Segment Open

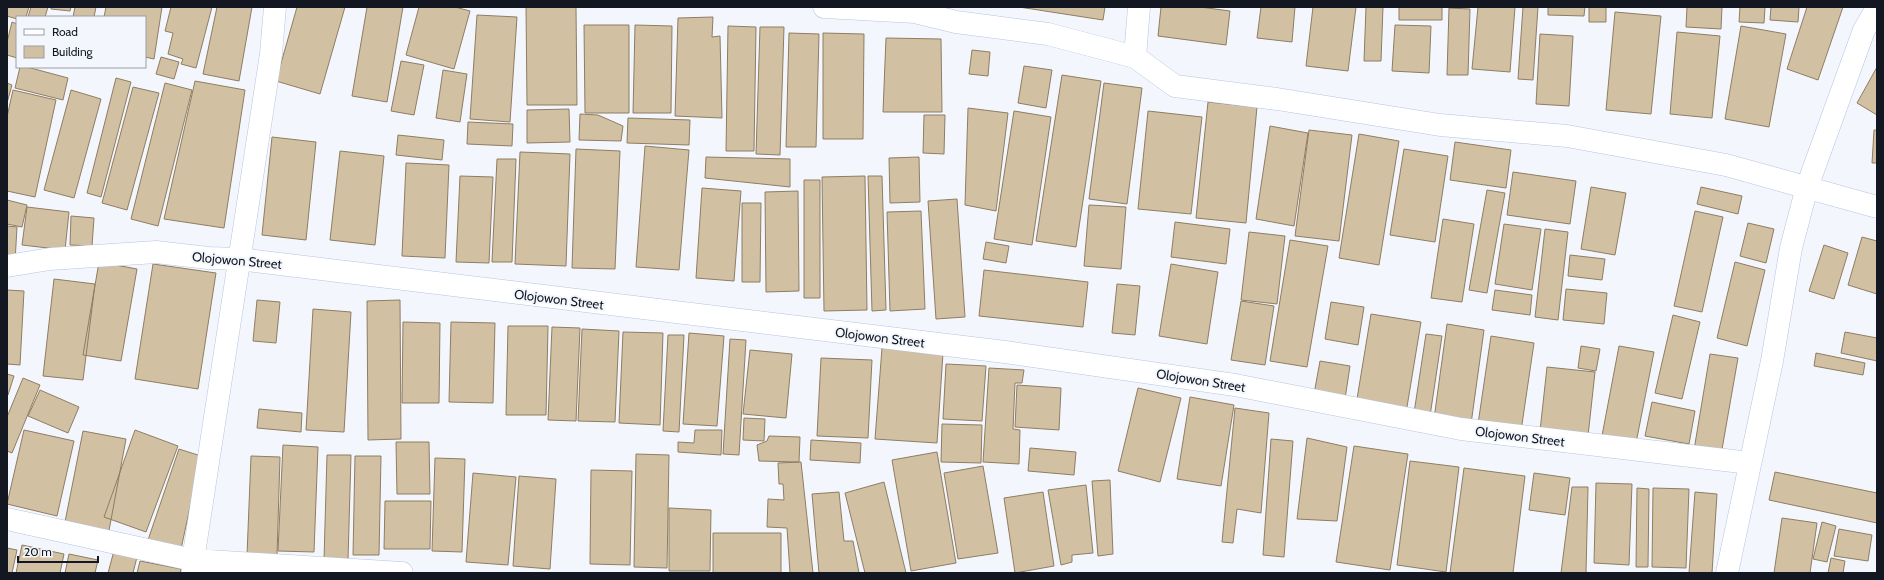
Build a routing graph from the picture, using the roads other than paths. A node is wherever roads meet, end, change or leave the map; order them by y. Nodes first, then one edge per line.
1 (275, 7) edge
2 (824, 7) edge
3 (1139, 7) edge
4 (1877, 8) edge
5 (1135, 57) junction
6 (1807, 187) junction
7 (1877, 207) edge
8 (239, 259) junction
9 (7, 266) edge
10 (1750, 463) junction
11 (7, 520) edge
12 (193, 566) edge
13 (402, 573) edge
14 (1727, 573) edge

1 - 8 street
2 - 5 street
3 - 5 street
4 - 6 street
5 - 6 street
6 - 7 street
6 - 10 street
8 - 9 street, Olojowon Street
8 - 10 street, Olojowon Street
8 - 12 street
10 - 14 street
11 - 12 street
12 - 13 street

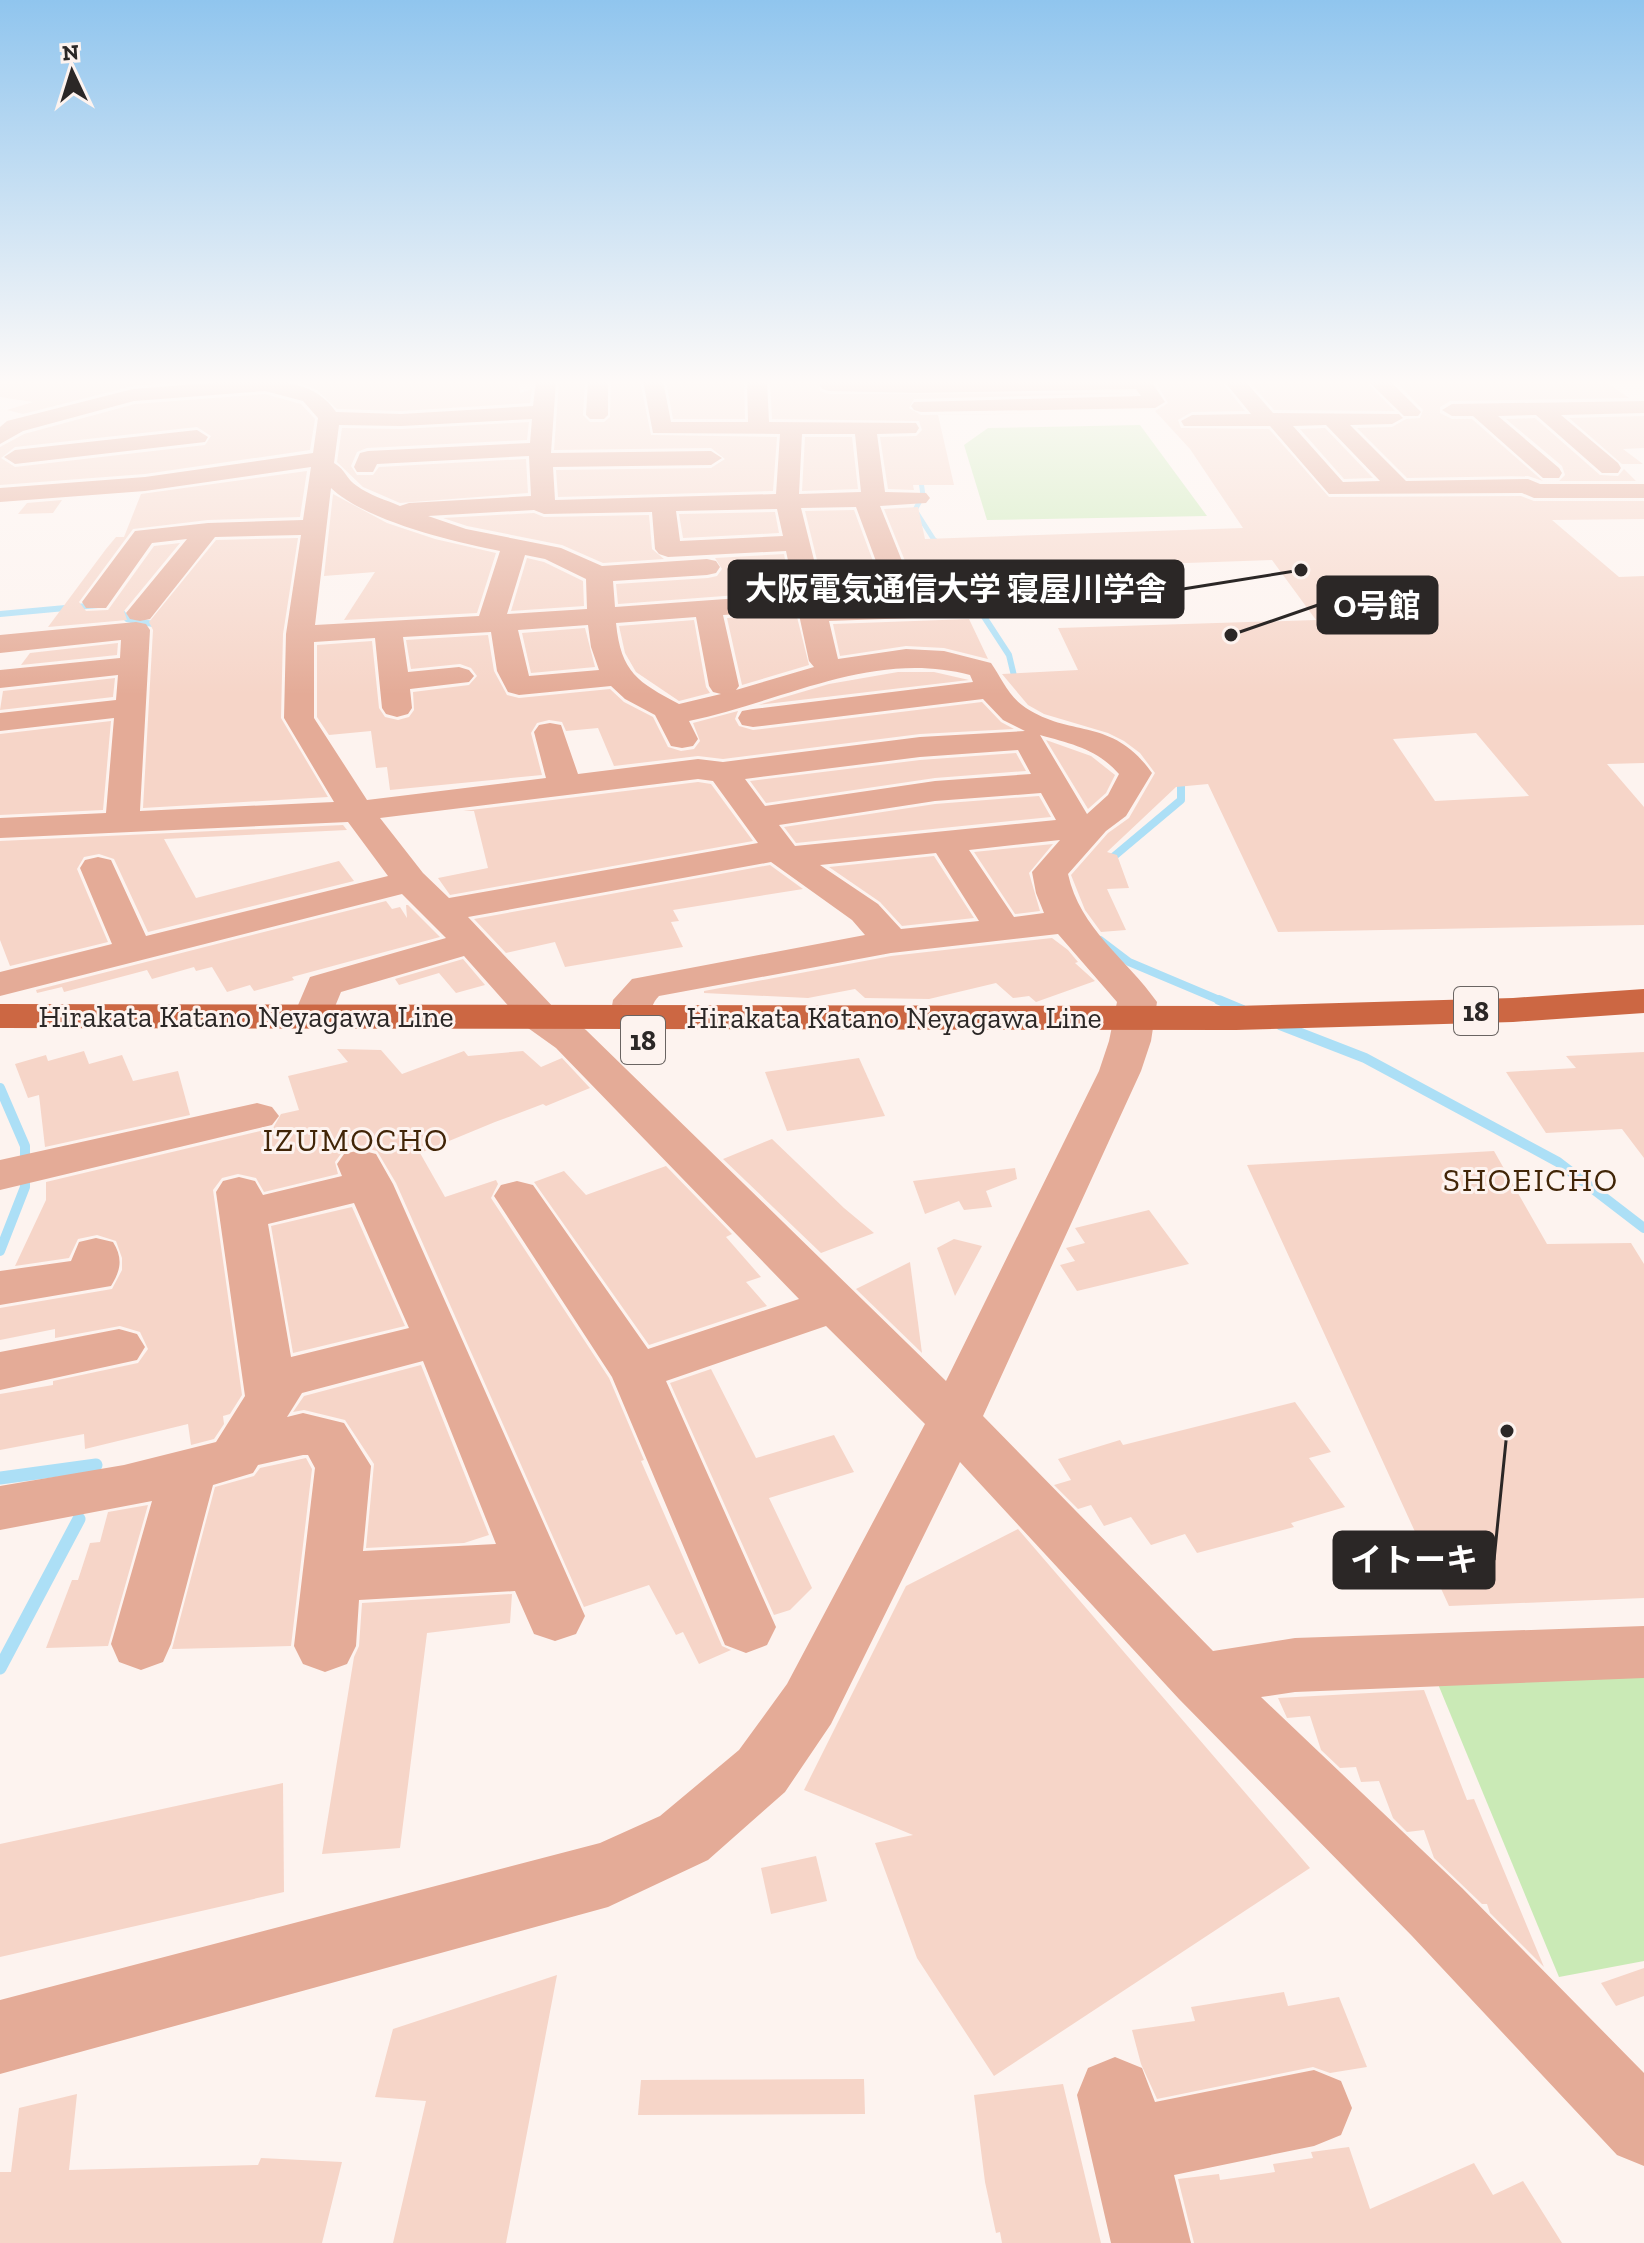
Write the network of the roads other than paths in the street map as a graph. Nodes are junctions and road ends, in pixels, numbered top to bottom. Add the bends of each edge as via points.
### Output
1 (40, 486) edge
2 (127, 486) edge
3 (318, 486) edge
4 (342, 486) edge
5 (543, 486) edge
6 (624, 486) edge
7 (708, 486) edge
8 (788, 486) edge
9 (869, 486) edge
10 (1334, 486) edge
11 (1398, 486) edge
12 (1400, 488) junction
13 (1644, 491) edge
14 (46, 493) junction
15 (1, 496) edge
16 (918, 498) dead end
17 (870, 500) junction
18 (787, 501) junction
19 (544, 502) junction
20 (706, 503) junction
21 (663, 504) junction
22 (624, 505) junction
23 (570, 506) junction
24 (390, 511) junction
25 (312, 527) junction
26 (208, 530) junction
27 (501, 536) junction
28 (796, 543) junction
29 (552, 553) junction
30 (598, 574) junction
31 (96, 602) dead end
32 (710, 606) junction
33 (811, 607) junction
34 (969, 608) dead end
35 (907, 609) junction
36 (140, 613) dead end
37 (601, 614) junction
38 (497, 623) junction
39 (388, 629) junction
40 (300, 634) junction
41 (0, 644) edge
42 (134, 665) junction
43 (834, 672) junction
44 (459, 676) dead end
45 (616, 677) junction
46 (0, 679) edge
47 (724, 686) dead end
48 (989, 689) junction
49 (132, 707) junction
50 (673, 721) junction
51 (0, 722) edge
52 (550, 732) dead end
53 (710, 771) junction
54 (1052, 782) junction
55 (565, 787) junction
56 (357, 811) junction
57 (755, 818) junction
58 (122, 823) junction
59 (0, 828) edge
60 (1085, 828) junction
61 (946, 842) junction
62 (783, 854) junction
63 (98, 868) dead end
64 (410, 881) junction
65 (441, 911) junction
66 (1068, 922) junction
67 (1004, 930) junction
68 (472, 942) junction
69 (891, 942) junction
70 (134, 952) junction
71 (0, 984) edge
72 (1644, 1001) edge
73 (0, 1016) edge
74 (313, 1017) junction
75 (630, 1018) junction
76 (1644, 1026) edge
77 (1297, 1028) junction
78 (556, 1029) junction
79 (1132, 1030) junction
80 (0, 1037) edge
81 (257, 1116) dead end
82 (19, 1170) edge
83 (517, 1196) dead end
84 (96, 1254) dead end
85 (2, 1288) edge
86 (835, 1305) junction
87 (439, 1339) junction
88 (119, 1347) dead end
89 (0, 1371) edge
90 (636, 1372) junction
91 (272, 1398) junction
92 (954, 1420) junction
93 (241, 1448) junction
94 (189, 1470) junction
95 (0, 1508) edge
96 (331, 1577) junction
97 (746, 1627) dead end
98 (141, 1644) dead end
99 (325, 1646) dead end
100 (1644, 1652) edge
101 (1201, 1680) junction
102 (0, 2037) edge
103 (1314, 2108) dead end
104 (1644, 2128) edge
105 (1151, 2243) edge

1 - 14 street
2 - 14 street
3 - 25 street
4 - 24 street
5 - 19 street
6 - 22 street
7 - 20 street
8 - 18 street
9 - 17 street
10 - 12 street
11 - 12 street
12 - 13 street
14 - 15 street
16 - 17 street
17 - 18 street
17 - 35 street
18 - 20 street
18 - 28 street
19 - 23 street via 544,507
19 - 24 street
20 - 21 street
21 - 22 street
21 - 28 street via 668,549
22 - 23 street
23 - 29 street
24 - 27 street via 461,536
25 - 26 street
25 - 40 street
26 - 31 street via 144,536
26 - 36 street
27 - 29 street
27 - 38 street
28 - 33 street
29 - 30 street
30 - 32 street via 708,567
30 - 37 street
32 - 33 street
32 - 37 street
32 - 47 street
33 - 35 street
33 - 43 street via 824,661
34 - 35 street
37 - 38 street
37 - 45 street
38 - 39 street
38 - 45 street via 519,686
39 - 40 street
39 - 44 street via 395,695
40 - 56 street via 299,718
41 - 42 street via 136,630
42 - 46 street
42 - 49 street
43 - 48 street via 897,659 948,658 981,669
43 - 50 street
45 - 50 street via 636,696 668,710
48 - 50 street
48 - 60 street via 1025,722 1075,733 1125,755 1136,773 1125,797
49 - 51 street
49 - 58 street
50 - 53 street
52 - 55 street
53 - 54 street via 1028,740
53 - 55 street
53 - 57 street
54 - 57 street via 935,791
54 - 60 street
55 - 56 street
56 - 58 street
56 - 64 street
57 - 62 street
58 - 59 street
60 - 61 street
60 - 66 street via 1050,872 1051,887
61 - 62 street
61 - 67 street
62 - 65 street
62 - 69 street via 865,912
63 - 70 street
64 - 65 street
64 - 70 street
65 - 68 street
66 - 67 street
66 - 79 street via 1137,1002
67 - 69 street
68 - 74 street via 324,985
68 - 78 street
69 - 75 street via 646,987 633,1000
70 - 71 street
72 - 77 main road, Hirakata Katano Neyagawa Line / 18
73 - 74 main road, Hirakata Katano Neyagawa Line / 18
74 - 78 main road, Hirakata Katano Neyagawa Line / 18
75 - 78 main road, Hirakata Katano Neyagawa Line / 18
75 - 79 main road, Hirakata Katano Neyagawa Line / 18
76 - 77 main road, Hirakata Katano Neyagawa Line / 18 via 1357,1038
77 - 79 main road, Hirakata Katano Neyagawa Line / 18
77 - 79 main road, Hirakata Katano Neyagawa Line / 18 via 1236,1018
78 - 79 main road, Hirakata Katano Neyagawa Line / 18
78 - 80 main road, Hirakata Katano Neyagawa Line / 18
78 - 86 street
79 - 92 street via 1120,1071
81 - 82 street
83 - 90 street
84 - 85 street via 94,1274
86 - 90 street
86 - 92 street
87 - 91 street via 284,1378
87 - 91 street via 365,1174 240,1203
87 - 96 street via 544,1591
88 - 89 street
90 - 97 street
91 - 93 street
92 - 101 street
92 - 102 street via 809,1704 762,1771 684,1838 608,1874
93 - 94 street via 234,1458
93 - 96 street via 303,1434 325,1438 343,1466
94 - 95 street
94 - 98 street
96 - 99 street
100 - 101 street via 1295,1665
101 - 104 street via 1437,1912
103 - 105 street via 1122,2121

Segment Closed

### Aim of the task
Your task is to repeat exactly the lines from the beginning of the data to the line that contains "Write the network", both ends included, leaving out pictures.

### Task answer
Build a routing graph from the picture, using the roads other than paths. A node is wherever roads meet, end, change or leave the map; order them by y. Nodes first, then one edge per line.
1 (275, 7) edge
2 (824, 7) edge
3 (1139, 7) edge
4 (1877, 8) edge
5 (1135, 57) junction
6 (1807, 187) junction
7 (1877, 207) edge
8 (239, 259) junction
9 (7, 266) edge
10 (1750, 463) junction
11 (7, 520) edge
12 (193, 566) edge
13 (402, 573) edge
14 (1727, 573) edge

1 - 8 street
2 - 5 street
3 - 5 street
4 - 6 street
5 - 6 street
6 - 7 street
6 - 10 street
8 - 9 street, Olojowon Street
8 - 10 street, Olojowon Street
8 - 12 street
10 - 14 street
11 - 12 street
12 - 13 street

Write the network of the roads other than paths in the street map as a graph. Nodes are junctions and road ends, in pixels, numbered top to bottom. Add the bends of each edge as via points.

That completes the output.